Assignment — Examine the material below. Gather every line in which the string "YANAIGUA" appears.

-- Given records follows --

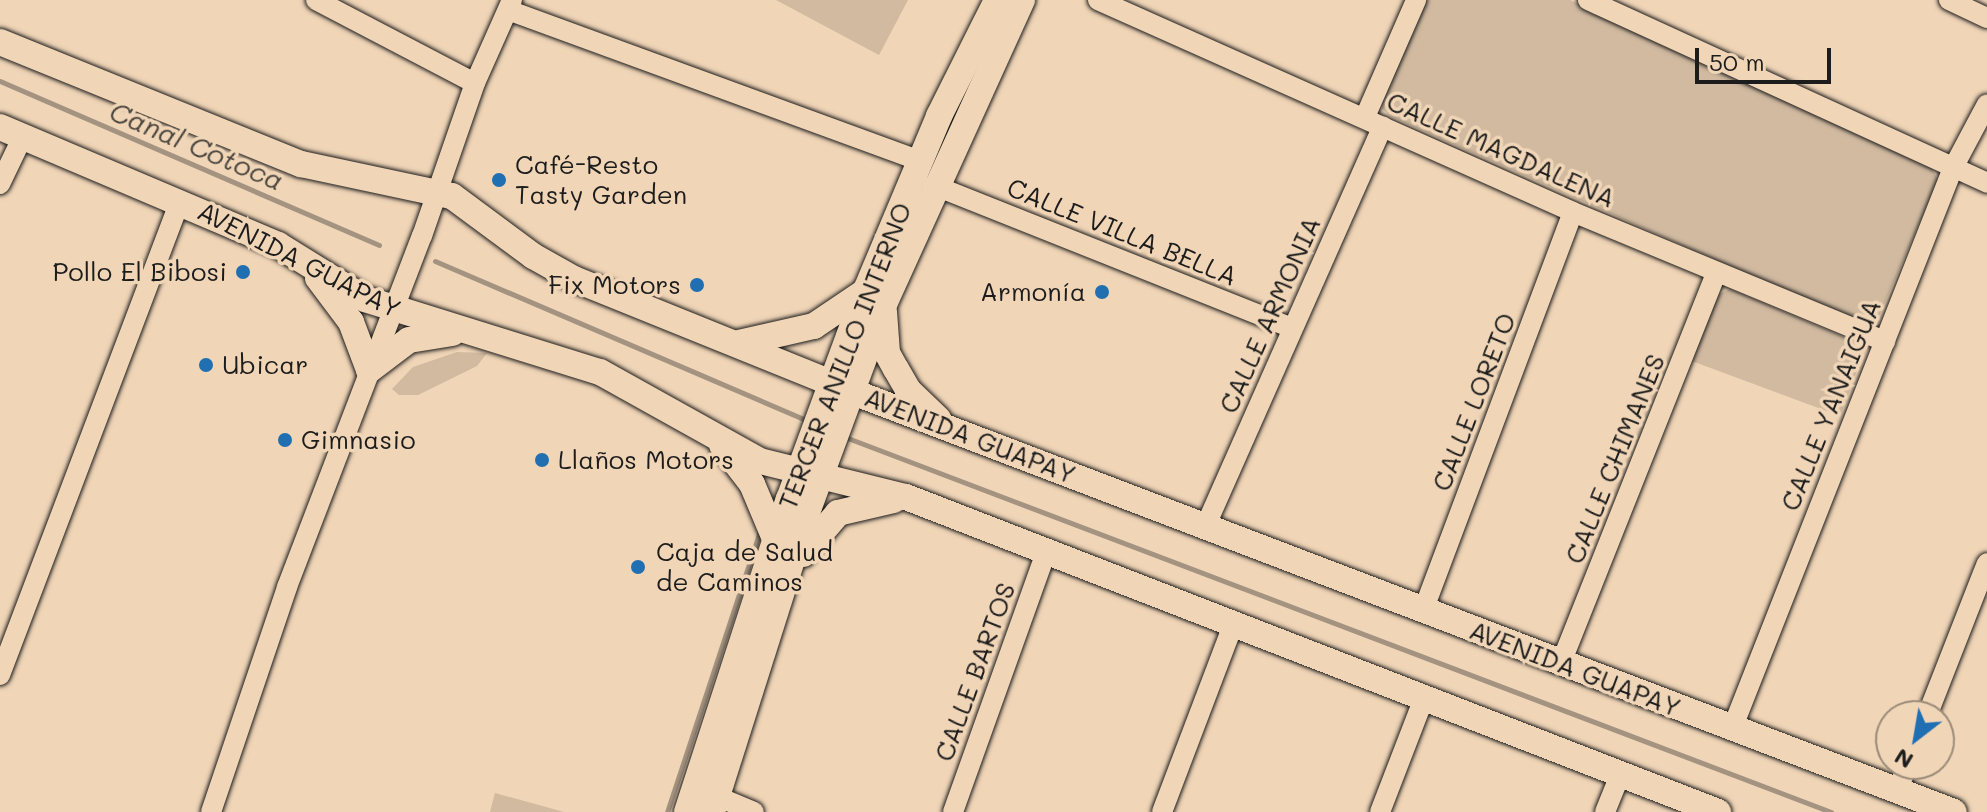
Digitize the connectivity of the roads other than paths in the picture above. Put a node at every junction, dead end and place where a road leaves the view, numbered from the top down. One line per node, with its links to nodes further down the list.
1 (316, 0): 11 (street)
2 (1022, 0): 19 (main road, TERCER ANILLO INTERNO)
3 (1098, 0): 13 (street, CALLE MAGDALENA)
4 (1416, 0): 13 (street, CALLE ARMONIA)
5 (1588, 0): 16 (street)
6 (1949, 0): 9 (street)
7 (1002, 2): 15 (main road, TERCER ANILLO INTERNO)
8 (510, 5): 11 (street); 15 (street)
9 (1987, 18)
10 (0, 42): 20 (main road, AVENIDA GUAPAY)
11 (475, 83): 20 (street)
12 (1987, 104): 16 (street, CALLE YANAIGUA)
13 (1374, 122): 22 (street, CALLE MAGDALENA); 28 (street, CALLE ARMONIA)
14 (11, 132): 18 (street); 21 (main road, AVENIDA GUAPAY)
15 (920, 161): 24 (main road); 26 (main road, TERCER ANILLO INTERNO)
16 (1953, 168): 17 (street); 30 (street, CALLE YANAIGUA)
17 (1987, 183)
18 (0, 184)
19 (933, 185): 24 (main road, TERCER ANILLO INTERNO); 28 (street, CALLE VILLA BELLA)
20 (438, 191): 27 (street); 31 (main road, AVENIDA GUAPAY)
21 (180, 201): 23 (main road, AVENIDA GUAPAY); 47 (street)
22 (1573, 212): 25 (street, CALLE MAGDALENA); 44 (street, CALLE LORETO)
23 (309, 266): 27 (main road, AVENIDA GUAPAY); 32 (main road)
24 (897, 272): 26 (main road, TERCER ANILLO INTERNO)
25 (1716, 273): 30 (street, CALLE MAGDALENA); 46 (street, CALLE CHIMANES)
26 (875, 296): 31 (main road); 33 (main road, TERCER ANILLO INTERNO); 34 (main road)
27 (394, 310): 29 (main road, AVENIDA GUAPAY); 32 (street)
28 (1292, 328): 38 (street, CALLE ARMONIA)
29 (472, 331): 32 (main road); 35 (main road, AVENIDA GUAPAY)
30 (1885, 341): 50 (street, CALLE YANAIGUA)
31 (735, 343): 33 (main road, AVENIDA GUAPAY)
32 (369, 370): 55 (street)
33 (838, 395): 34 (main road, AVENIDA GUAPAY); 36 (main road, TERCER ANILLO INTERNO)
34 (957, 432): 38 (main road, AVENIDA GUAPAY)
35 (715, 436): 36 (main road, AVENIDA GUAPAY); 39 (main road)
36 (813, 463): 37 (main road, AVENIDA GUAPAY); 39 (main road, TERCER ANILLO INTERNO); 42 (main road, TERCER ANILLO INTERNO)
37 (906, 497): 40 (main road, AVENIDA GUAPAY); 42 (main road)
38 (1206, 525): 44 (main road, AVENIDA GUAPAY)
39 (776, 541): 43 (main road, TERCER ANILLO INTERNO)
40 (1047, 549): 45 (main road, AVENIDA GUAPAY); 58 (street, CALLE BARTOS)
41 (1987, 563): 49 (street)
42 (787, 586): 54 (main road, TERCER ANILLO INTERNO)
43 (756, 603): 54 (main road); 56 (main road, TERCER ANILLO INTERNO)
44 (1423, 611): 46 (main road, AVENIDA GUAPAY)
45 (1234, 622): 48 (main road, AVENIDA GUAPAY); 59 (street)
46 (1561, 663): 50 (main road, AVENIDA GUAPAY)
47 (0, 675)
48 (1424, 698): 51 (main road, AVENIDA GUAPAY); 60 (street)
49 (1933, 700)
50 (1732, 729): 53 (main road, AVENIDA GUAPAY)
51 (1620, 775): 61 (street); 62 (main road, AVENIDA GUAPAY)
52 (1902, 780): 53 (street)
53 (1897, 792): 63 (main road, AVENIDA GUAPAY)
54 (714, 804): 57 (street)
55 (211, 812)
56 (687, 812)
57 (754, 812)
58 (953, 812)
59 (1162, 812)
60 (1380, 812)
61 (1605, 812)
62 (1718, 812)
63 (1954, 812)

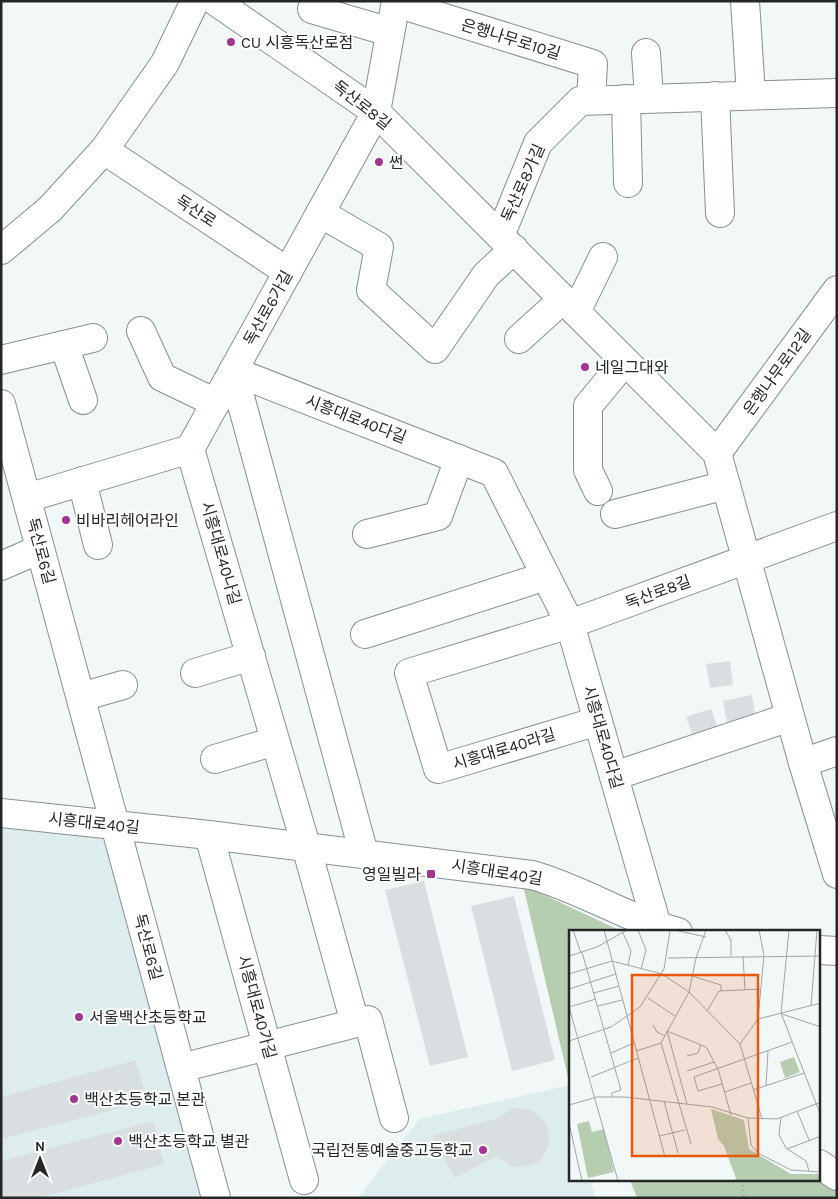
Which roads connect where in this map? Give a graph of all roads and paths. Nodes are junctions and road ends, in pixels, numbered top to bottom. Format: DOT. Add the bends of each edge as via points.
graph roads {
  1 [pos="195,1"];
  2 [pos="215,1"];
  3 [pos="746,1"];
  4 [pos="396,2"];
  5 [pos="312,9"];
  6 [pos="390,32"];
  7 [pos="646,53"];
  8 [pos="837,93"];
  9 [pos="751,94"];
  10 [pos="715,96"];
  11 [pos="637,99"];
  12 [pos="591,100"];
  13 [pos="376,112"];
  14 [pos="104,150"];
  15 [pos="628,183"];
  16 [pos="320,213"];
  17 [pos="720,213"];
  18 [pos="507,242"];
  19 [pos="1,250"];
  20 [pos="603,257"];
  21 [pos="288,272"];
  22 [pos="837,290"];
  23 [pos="570,305"];
  24 [pos="141,331"];
  25 [pos="93,338"];
  26 [pos="519,339"];
  27 [pos="64,344"];
  28 [pos="1,360"];
  29 [pos="626,361"];
  30 [pos="233,371"];
  31 [pos="83,400"];
  32 [pos="216,403"];
  33 [pos="1,404"];
  34 [pos="190,449"];
  35 [pos="7,450"];
  36 [pos="717,453"];
  37 [pos="459,459"];
  38 [pos="82,481"];
  39 [pos="726,485"];
  40 [pos="598,491"];
  41 [pos="26,498"];
  42 [pos="615,514"];
  43 [pos="837,526"];
  44 [pos="367,534"];
  45 [pos="98,545"];
  46 [pos="40,549"];
  47 [pos="746,559"];
  48 [pos="1,566"];
  49 [pos="546,576"];
  50 [pos="570,624"];
  51 [pos="365,634"];
  52 [pos="251,656"];
  53 [pos="195,673"];
  54 [pos="123,685"];
  55 [pos="81,697"];
  56 [pos="790,717"];
  57 [pos="598,721"];
  58 [pos="275,740"];
  59 [pos="837,751"];
  60 [pos="215,759"];
  61 [pos="803,763"];
  62 [pos="614,776"];
  63 [pos="1,813"];
  64 [pos="115,825"];
  65 [pos="209,835"];
  66 [pos="306,846"];
  67 [pos="364,854"];
  68 [pos="837,874"];
  69 [pos="668,929"];
  70 [pos="820,950"];
  71 [pos="837,951"];
  72 [pos="355,1023"];
  73 [pos="268,1046"];
  74 [pos="181,1068"];
  75 [pos="394,1118"];
  76 [pos="820,1165"];
  77 [pos="837,1176"];
  78 [pos="304,1180"];
  79 [pos="742,1182"];
  80 [pos="216,1198"];
  81 [pos="744,1198"];
  1 -- 14 [label="street" via="165,63"];
  2 -- 13 [label="street, 독산로8길"];
  3 -- 9 [label="street"];
  4 -- 6 [label="street, 은행나무로10길"];
  4 -- 12 [label="street, 은행나무로10길" via="593,64"];
  5 -- 6 [label="street"];
  6 -- 13 [label="street, 은행나무로10길"];
  7 -- 11 [label="street"];
  8 -- 9 [label="street, 독산로8가길"];
  9 -- 10 [label="street, 독산로8가길"];
  10 -- 11 [label="street, 독산로8가길"];
  10 -- 17 [label="street"];
  11 -- 12 [label="street, 독산로8가길"];
  11 -- 15 [label="street"];
  12 -- 18 [label="street, 독산로8가길" via="580,101 538,143"];
  13 -- 16 [label="street, 독산로6가길"];
  13 -- 18 [label="street, 독산로8길"];
  14 -- 19 [label="street" via="50,209"];
  14 -- 21 [label="street, 독산로"];
  16 -- 18 [label="street" via="379,247 371,290 435,349"];
  16 -- 21 [label="street, 독산로6가길"];
  18 -- 23 [label="street, 독산로8길"];
  20 -- 23 [label="street"];
  21 -- 30 [label="street, 독산로6가길"];
  22 -- 36 [label="street, 은행나무로12길"];
  23 -- 26 [label="street"];
  23 -- 29 [label="street, 독산로8길"];
  24 -- 32 [label="street" via="162,377"];
  25 -- 27 [label="street"];
  27 -- 28 [label="street"];
  27 -- 31 [label="street"];
  29 -- 36 [label="street, 독산로8길"];
  29 -- 40 [label="street" via="588,406 588,470"];
  30 -- 32 [label="street, 독산로6가길"];
  30 -- 37 [label="street, 시흥대로40다길"];
  30 -- 67 [label="street"];
  32 -- 34 [label="street, 독산로6가길"];
  33 -- 35 [label="street, 독산로6길"];
  34 -- 38 [label="street"];
  34 -- 52 [label="street, 시흥대로40나길"];
  35 -- 41 [label="street, 독산로6길"];
  36 -- 39 [label="street, 독산로8길"];
  37 -- 44 [label="street" via="438,516"];
  37 -- 49 [label="street, 시흥대로40다길" via="494,473"];
  38 -- 41 [label="street"];
  38 -- 45 [label="street"];
  39 -- 42 [label="street"];
  39 -- 47 [label="street, 독산로8길"];
  41 -- 46 [label="street, 독산로6길"];
  43 -- 47 [label="street"];
  46 -- 48 [label="street"];
  46 -- 55 [label="street, 독산로6길"];
  47 -- 50 [label="street, 독산로8길"];
  47 -- 56 [label="street, 독산로8길"];
  49 -- 50 [label="street, 시흥대로40다길"];
  49 -- 51 [label="street"];
  50 -- 57 [label="street, 시흥대로40다길"];
  50 -- 57 [label="street, 시흥대로40라길" via="409,674 438,769"];
  52 -- 53 [label="street"];
  52 -- 58 [label="street, 시흥대로40나길"];
  54 -- 55 [label="street"];
  55 -- 64 [label="street, 독산로6길"];
  56 -- 61 [label="street, 독산로8길"];
  56 -- 62 [label="street"];
  57 -- 62 [label="street, 시흥대로40다길"];
  58 -- 60 [label="street"];
  58 -- 66 [label="street, 시흥대로40나길"];
  59 -- 61 [label="street"];
  61 -- 68 [label="street, 독산로8길"];
  62 -- 69 [label="street, 시흥대로40다길"];
  63 -- 64 [label="street, 시흥대로40길"];
  64 -- 65 [label="street, 시흥대로40길"];
  64 -- 74 [label="street, 독산로6길"];
  65 -- 66 [label="street, 시흥대로40길"];
  65 -- 73 [label="street, 시흥대로40가길"];
  66 -- 67 [label="street, 시흥대로40길"];
  66 -- 72 [label="street"];
  67 -- 69 [label="street, 시흥대로40길" via="532,875"];
  70 -- 71 [label="street"];
  72 -- 73 [label="street"];
  72 -- 75 [label="street" via="368,1020"];
  73 -- 74 [label="street"];
  73 -- 78 [label="street, 시흥대로40가길"];
  74 -- 80 [label="street, 독산로6길"];
  76 -- 77 [label="street"];
  79 -- 81 [label="path"];
}
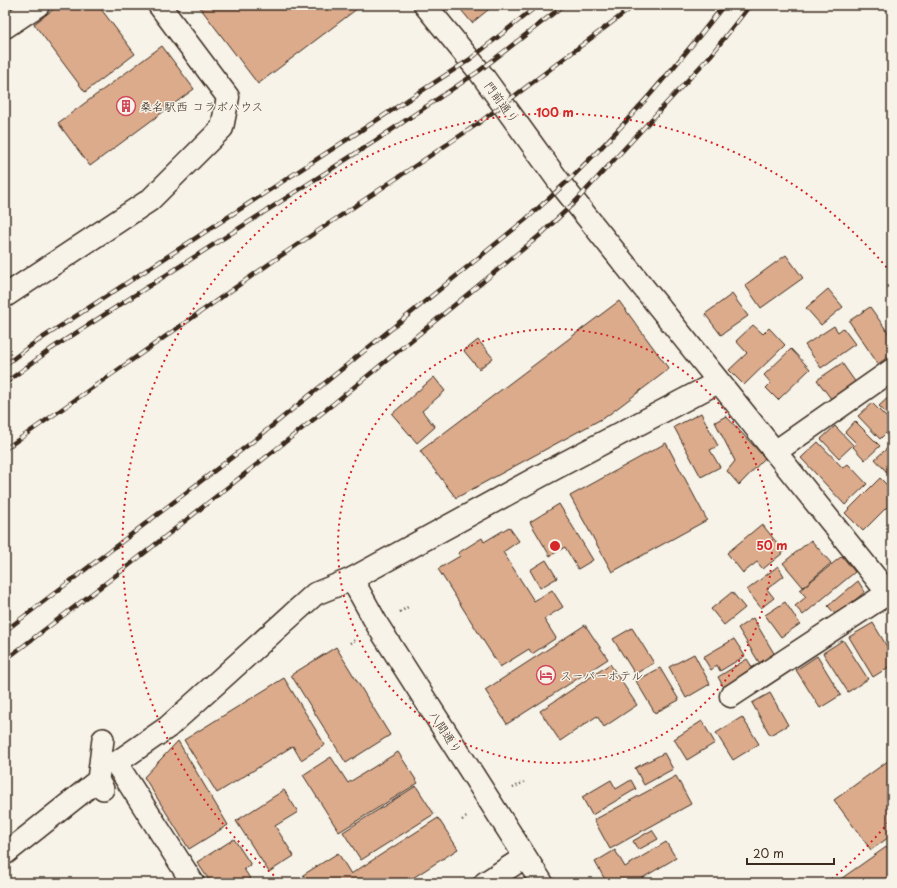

-- Given records concluded --

Written solution —
12 (1987, 104): 16 (street, CALLE YANAIGUA)
16 (1953, 168): 17 (street); 30 (street, CALLE YANAIGUA)
30 (1885, 341): 50 (street, CALLE YANAIGUA)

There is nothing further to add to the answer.